Records from a data source:
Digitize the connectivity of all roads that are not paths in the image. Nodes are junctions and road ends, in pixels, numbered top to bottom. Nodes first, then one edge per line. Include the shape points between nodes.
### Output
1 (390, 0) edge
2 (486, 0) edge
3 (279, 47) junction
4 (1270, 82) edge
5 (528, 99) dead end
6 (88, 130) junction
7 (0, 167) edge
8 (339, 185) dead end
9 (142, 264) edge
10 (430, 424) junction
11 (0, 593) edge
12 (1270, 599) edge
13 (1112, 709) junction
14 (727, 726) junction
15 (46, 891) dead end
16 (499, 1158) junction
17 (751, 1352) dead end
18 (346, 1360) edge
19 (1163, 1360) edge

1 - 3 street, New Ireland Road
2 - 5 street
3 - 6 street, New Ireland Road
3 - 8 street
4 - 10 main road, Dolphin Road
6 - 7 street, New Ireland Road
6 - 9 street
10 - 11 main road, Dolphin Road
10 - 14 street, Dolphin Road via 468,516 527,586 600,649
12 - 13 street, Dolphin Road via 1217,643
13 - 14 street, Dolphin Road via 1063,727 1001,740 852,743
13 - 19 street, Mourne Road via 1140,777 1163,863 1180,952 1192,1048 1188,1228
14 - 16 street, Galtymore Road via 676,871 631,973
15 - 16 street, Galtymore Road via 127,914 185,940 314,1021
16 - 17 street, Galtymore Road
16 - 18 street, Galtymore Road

Task details =
Repeat the entries above verbatim.

Exercise solution =
Digitize the connectivity of all roads that are not paths in the image. Nodes are junctions and road ends, in pixels, numbered top to bottom. Nodes first, then one edge per line. Include the shape points between nodes.
### Output
1 (390, 0) edge
2 (486, 0) edge
3 (279, 47) junction
4 (1270, 82) edge
5 (528, 99) dead end
6 (88, 130) junction
7 (0, 167) edge
8 (339, 185) dead end
9 (142, 264) edge
10 (430, 424) junction
11 (0, 593) edge
12 (1270, 599) edge
13 (1112, 709) junction
14 (727, 726) junction
15 (46, 891) dead end
16 (499, 1158) junction
17 (751, 1352) dead end
18 (346, 1360) edge
19 (1163, 1360) edge

1 - 3 street, New Ireland Road
2 - 5 street
3 - 6 street, New Ireland Road
3 - 8 street
4 - 10 main road, Dolphin Road
6 - 7 street, New Ireland Road
6 - 9 street
10 - 11 main road, Dolphin Road
10 - 14 street, Dolphin Road via 468,516 527,586 600,649
12 - 13 street, Dolphin Road via 1217,643
13 - 14 street, Dolphin Road via 1063,727 1001,740 852,743
13 - 19 street, Mourne Road via 1140,777 1163,863 1180,952 1192,1048 1188,1228
14 - 16 street, Galtymore Road via 676,871 631,973
15 - 16 street, Galtymore Road via 127,914 185,940 314,1021
16 - 17 street, Galtymore Road
16 - 18 street, Galtymore Road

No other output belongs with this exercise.